This task is to restate all of the entries exactly.
•••
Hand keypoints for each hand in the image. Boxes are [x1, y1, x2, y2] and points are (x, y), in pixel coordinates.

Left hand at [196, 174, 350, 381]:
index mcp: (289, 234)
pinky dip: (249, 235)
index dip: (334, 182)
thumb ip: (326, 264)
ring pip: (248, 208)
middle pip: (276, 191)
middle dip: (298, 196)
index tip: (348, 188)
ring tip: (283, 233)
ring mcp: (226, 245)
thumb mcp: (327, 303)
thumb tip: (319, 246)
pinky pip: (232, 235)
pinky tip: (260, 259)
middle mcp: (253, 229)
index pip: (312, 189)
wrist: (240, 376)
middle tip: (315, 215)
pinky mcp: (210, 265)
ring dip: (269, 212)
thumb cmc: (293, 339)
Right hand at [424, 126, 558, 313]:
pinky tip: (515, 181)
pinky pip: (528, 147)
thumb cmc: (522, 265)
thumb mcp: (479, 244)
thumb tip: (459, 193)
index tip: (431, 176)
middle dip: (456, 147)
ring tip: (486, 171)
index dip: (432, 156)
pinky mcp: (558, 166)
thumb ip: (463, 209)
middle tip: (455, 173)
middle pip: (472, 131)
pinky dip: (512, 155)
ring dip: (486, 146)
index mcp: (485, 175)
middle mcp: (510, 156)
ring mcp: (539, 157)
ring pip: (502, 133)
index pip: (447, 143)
•••
- ANSWER SECTION:
Hand keypoints for each hand in the image. Boxes are [x1, y1, x2, y2] and points are (x, y), in pixel coordinates.

Left hand at [196, 174, 350, 381]:
index mcp: (289, 234)
pinky dip: (249, 235)
index dip: (334, 182)
thumb ip: (326, 264)
ring pip: (248, 208)
middle pip: (276, 191)
middle dip: (298, 196)
index tip: (348, 188)
ring tip: (283, 233)
ring mcp: (226, 245)
thumb mcp: (327, 303)
thumb tip: (319, 246)
pinky pip: (232, 235)
pinky tip: (260, 259)
middle mcp: (253, 229)
index pip: (312, 189)
wrist: (240, 376)
middle tip: (315, 215)
pinky mcp: (210, 265)
ring dip: (269, 212)
thumb cmc: (293, 339)
Right hand at [424, 126, 558, 313]:
pinky tip: (515, 181)
pinky pip: (528, 147)
thumb cmc: (522, 265)
thumb mcp: (479, 244)
thumb tip: (459, 193)
index tip: (431, 176)
middle dip: (456, 147)
ring tip: (486, 171)
index dip: (432, 156)
pinky mcp: (558, 166)
thumb ip: (463, 209)
middle tip: (455, 173)
middle pip: (472, 131)
pinky dip: (512, 155)
ring dip: (486, 146)
index mcp: (485, 175)
middle mcp: (510, 156)
ring mcp: (539, 157)
ring pip: (502, 133)
index pip: (447, 143)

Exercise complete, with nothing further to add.